(Dataset records)
-- Opening Marker --
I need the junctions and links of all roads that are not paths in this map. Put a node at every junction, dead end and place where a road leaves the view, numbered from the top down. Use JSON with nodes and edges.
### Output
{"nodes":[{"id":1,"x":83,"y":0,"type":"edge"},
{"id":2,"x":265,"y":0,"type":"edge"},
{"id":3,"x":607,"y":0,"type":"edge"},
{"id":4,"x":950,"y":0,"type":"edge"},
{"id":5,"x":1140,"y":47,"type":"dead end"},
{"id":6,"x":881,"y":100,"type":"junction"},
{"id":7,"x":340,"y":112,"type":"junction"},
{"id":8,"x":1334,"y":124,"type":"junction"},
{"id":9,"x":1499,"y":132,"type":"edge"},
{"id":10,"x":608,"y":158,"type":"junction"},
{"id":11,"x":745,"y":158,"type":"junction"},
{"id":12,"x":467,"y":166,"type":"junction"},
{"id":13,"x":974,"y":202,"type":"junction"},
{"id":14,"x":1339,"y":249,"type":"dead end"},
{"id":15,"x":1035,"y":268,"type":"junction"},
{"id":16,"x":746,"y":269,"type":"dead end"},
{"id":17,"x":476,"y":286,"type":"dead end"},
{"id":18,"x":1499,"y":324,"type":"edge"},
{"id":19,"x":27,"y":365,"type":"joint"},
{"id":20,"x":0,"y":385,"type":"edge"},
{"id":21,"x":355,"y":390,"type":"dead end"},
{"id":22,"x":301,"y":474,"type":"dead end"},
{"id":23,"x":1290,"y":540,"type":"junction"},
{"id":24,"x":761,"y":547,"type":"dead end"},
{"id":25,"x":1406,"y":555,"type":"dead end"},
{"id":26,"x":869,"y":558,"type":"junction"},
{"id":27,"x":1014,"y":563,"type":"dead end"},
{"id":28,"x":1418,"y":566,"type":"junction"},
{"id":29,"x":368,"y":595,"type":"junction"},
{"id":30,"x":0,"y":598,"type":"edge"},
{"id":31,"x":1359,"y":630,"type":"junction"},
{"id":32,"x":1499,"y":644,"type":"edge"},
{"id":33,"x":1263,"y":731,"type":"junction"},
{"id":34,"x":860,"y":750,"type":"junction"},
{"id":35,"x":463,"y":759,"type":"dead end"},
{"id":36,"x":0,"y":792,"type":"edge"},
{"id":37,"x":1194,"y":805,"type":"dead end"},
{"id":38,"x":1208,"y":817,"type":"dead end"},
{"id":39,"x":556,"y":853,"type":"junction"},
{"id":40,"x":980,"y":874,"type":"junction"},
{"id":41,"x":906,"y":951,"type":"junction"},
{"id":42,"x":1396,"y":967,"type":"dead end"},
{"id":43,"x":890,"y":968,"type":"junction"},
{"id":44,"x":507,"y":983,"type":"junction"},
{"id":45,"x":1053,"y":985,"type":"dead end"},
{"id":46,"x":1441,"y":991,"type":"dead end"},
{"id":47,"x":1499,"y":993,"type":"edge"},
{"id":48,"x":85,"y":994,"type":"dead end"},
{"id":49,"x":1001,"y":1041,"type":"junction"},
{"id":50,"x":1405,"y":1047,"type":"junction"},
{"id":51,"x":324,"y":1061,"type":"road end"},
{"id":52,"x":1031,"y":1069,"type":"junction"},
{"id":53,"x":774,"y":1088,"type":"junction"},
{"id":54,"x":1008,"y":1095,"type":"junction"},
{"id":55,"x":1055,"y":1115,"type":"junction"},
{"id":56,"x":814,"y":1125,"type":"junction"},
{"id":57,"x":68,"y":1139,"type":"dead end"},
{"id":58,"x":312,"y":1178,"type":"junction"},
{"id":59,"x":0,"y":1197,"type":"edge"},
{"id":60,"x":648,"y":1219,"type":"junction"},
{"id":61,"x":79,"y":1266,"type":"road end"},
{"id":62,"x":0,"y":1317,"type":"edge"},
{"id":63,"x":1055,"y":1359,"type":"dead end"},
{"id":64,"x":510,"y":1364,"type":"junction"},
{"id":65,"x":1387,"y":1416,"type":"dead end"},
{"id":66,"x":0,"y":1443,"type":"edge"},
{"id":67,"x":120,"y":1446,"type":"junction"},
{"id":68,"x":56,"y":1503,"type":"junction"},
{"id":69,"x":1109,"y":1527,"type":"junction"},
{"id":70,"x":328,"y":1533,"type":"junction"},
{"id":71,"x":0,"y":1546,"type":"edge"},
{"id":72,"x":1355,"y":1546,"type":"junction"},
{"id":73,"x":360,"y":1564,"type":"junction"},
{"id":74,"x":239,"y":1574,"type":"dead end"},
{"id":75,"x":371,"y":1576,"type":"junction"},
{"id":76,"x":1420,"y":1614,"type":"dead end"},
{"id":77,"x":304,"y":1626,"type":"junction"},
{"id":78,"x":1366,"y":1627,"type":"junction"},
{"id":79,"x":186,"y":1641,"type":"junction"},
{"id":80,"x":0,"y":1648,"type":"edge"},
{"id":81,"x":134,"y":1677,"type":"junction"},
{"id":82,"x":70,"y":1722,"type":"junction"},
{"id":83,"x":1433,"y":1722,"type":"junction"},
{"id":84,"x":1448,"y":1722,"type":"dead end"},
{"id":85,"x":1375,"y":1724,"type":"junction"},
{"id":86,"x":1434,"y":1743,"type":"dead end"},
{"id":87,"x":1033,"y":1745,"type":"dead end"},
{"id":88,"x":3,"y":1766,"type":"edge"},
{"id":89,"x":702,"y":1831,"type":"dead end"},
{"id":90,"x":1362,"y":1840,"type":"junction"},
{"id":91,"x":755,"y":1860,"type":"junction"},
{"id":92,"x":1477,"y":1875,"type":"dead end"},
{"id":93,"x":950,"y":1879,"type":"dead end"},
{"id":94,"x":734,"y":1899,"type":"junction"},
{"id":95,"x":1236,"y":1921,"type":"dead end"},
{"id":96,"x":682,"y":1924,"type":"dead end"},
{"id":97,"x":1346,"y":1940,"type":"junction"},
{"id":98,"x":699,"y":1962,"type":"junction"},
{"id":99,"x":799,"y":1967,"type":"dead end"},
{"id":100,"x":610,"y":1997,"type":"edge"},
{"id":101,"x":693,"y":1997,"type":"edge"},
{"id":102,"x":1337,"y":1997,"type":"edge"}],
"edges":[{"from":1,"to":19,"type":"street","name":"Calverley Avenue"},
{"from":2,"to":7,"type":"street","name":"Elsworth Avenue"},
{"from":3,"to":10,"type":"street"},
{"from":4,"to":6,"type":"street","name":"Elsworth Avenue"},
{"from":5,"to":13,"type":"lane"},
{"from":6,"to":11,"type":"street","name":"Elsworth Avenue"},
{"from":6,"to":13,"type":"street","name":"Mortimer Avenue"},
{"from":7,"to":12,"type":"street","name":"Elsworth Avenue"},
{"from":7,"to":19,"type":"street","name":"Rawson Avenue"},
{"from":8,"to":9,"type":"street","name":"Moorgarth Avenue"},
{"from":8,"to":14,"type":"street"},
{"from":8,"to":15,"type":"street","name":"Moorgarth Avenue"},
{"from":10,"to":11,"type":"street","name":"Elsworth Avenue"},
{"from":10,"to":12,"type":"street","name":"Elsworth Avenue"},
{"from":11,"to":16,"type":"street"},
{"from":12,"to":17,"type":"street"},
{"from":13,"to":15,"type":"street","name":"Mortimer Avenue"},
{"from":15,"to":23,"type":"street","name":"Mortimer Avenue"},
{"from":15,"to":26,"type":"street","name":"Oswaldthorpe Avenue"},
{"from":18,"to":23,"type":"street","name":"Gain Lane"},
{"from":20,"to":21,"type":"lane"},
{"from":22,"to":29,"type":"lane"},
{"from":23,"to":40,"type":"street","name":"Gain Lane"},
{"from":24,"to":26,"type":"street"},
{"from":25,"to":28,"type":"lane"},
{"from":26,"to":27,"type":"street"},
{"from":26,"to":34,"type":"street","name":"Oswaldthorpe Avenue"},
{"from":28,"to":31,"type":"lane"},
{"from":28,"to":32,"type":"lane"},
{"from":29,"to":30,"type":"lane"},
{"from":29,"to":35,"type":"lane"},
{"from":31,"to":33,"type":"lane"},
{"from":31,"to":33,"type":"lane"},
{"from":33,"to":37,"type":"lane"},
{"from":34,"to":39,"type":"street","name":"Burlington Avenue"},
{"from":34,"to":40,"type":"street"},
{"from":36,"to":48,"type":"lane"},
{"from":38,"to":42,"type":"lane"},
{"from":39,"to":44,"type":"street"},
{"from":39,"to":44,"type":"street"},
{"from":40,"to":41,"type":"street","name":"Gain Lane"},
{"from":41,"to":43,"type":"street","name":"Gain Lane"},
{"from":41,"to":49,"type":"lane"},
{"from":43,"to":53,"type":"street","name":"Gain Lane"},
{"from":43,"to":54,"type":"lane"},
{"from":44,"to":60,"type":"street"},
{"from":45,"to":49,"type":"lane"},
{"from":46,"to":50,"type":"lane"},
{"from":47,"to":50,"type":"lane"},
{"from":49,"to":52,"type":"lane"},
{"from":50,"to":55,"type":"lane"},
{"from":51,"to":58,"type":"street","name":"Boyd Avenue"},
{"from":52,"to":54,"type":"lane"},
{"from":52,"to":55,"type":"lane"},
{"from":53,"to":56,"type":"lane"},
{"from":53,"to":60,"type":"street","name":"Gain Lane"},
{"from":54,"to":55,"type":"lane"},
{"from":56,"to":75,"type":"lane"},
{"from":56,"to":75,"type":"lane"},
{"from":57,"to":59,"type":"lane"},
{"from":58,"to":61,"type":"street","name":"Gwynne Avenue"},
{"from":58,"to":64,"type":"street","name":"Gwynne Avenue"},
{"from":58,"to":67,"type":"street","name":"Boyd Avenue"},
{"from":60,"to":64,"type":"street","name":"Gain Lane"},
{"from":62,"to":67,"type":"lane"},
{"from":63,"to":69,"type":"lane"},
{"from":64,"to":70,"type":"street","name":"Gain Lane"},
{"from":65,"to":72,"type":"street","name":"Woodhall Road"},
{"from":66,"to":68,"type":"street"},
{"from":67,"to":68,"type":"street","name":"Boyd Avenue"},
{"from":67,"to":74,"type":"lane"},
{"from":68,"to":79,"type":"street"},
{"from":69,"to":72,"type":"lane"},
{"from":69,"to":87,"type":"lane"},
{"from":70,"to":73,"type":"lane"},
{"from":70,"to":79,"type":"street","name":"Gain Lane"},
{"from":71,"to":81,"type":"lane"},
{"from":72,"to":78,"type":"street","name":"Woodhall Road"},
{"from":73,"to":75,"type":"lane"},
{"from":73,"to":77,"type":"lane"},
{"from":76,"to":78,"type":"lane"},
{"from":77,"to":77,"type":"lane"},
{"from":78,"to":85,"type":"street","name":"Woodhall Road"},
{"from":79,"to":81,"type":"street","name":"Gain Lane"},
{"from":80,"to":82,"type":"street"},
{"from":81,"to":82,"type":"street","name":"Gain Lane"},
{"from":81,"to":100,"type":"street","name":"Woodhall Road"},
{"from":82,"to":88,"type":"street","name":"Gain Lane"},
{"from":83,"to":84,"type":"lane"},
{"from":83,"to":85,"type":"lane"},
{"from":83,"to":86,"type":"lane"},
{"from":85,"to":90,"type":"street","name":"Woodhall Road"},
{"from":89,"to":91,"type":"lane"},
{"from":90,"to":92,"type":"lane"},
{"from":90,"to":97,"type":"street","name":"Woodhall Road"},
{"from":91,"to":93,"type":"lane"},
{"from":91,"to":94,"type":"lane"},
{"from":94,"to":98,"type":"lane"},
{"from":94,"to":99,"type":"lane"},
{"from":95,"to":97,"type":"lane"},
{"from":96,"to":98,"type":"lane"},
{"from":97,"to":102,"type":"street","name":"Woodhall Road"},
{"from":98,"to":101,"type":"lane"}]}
-- Closing Marker --
#### Task requirements
Every line in the records that holds the word "Oswaldthorpe" should be copied into the answer.

#### Worked solution
{"from":15,"to":26,"type":"street","name":"Oswaldthorpe Avenue"},
{"from":26,"to":34,"type":"street","name":"Oswaldthorpe Avenue"},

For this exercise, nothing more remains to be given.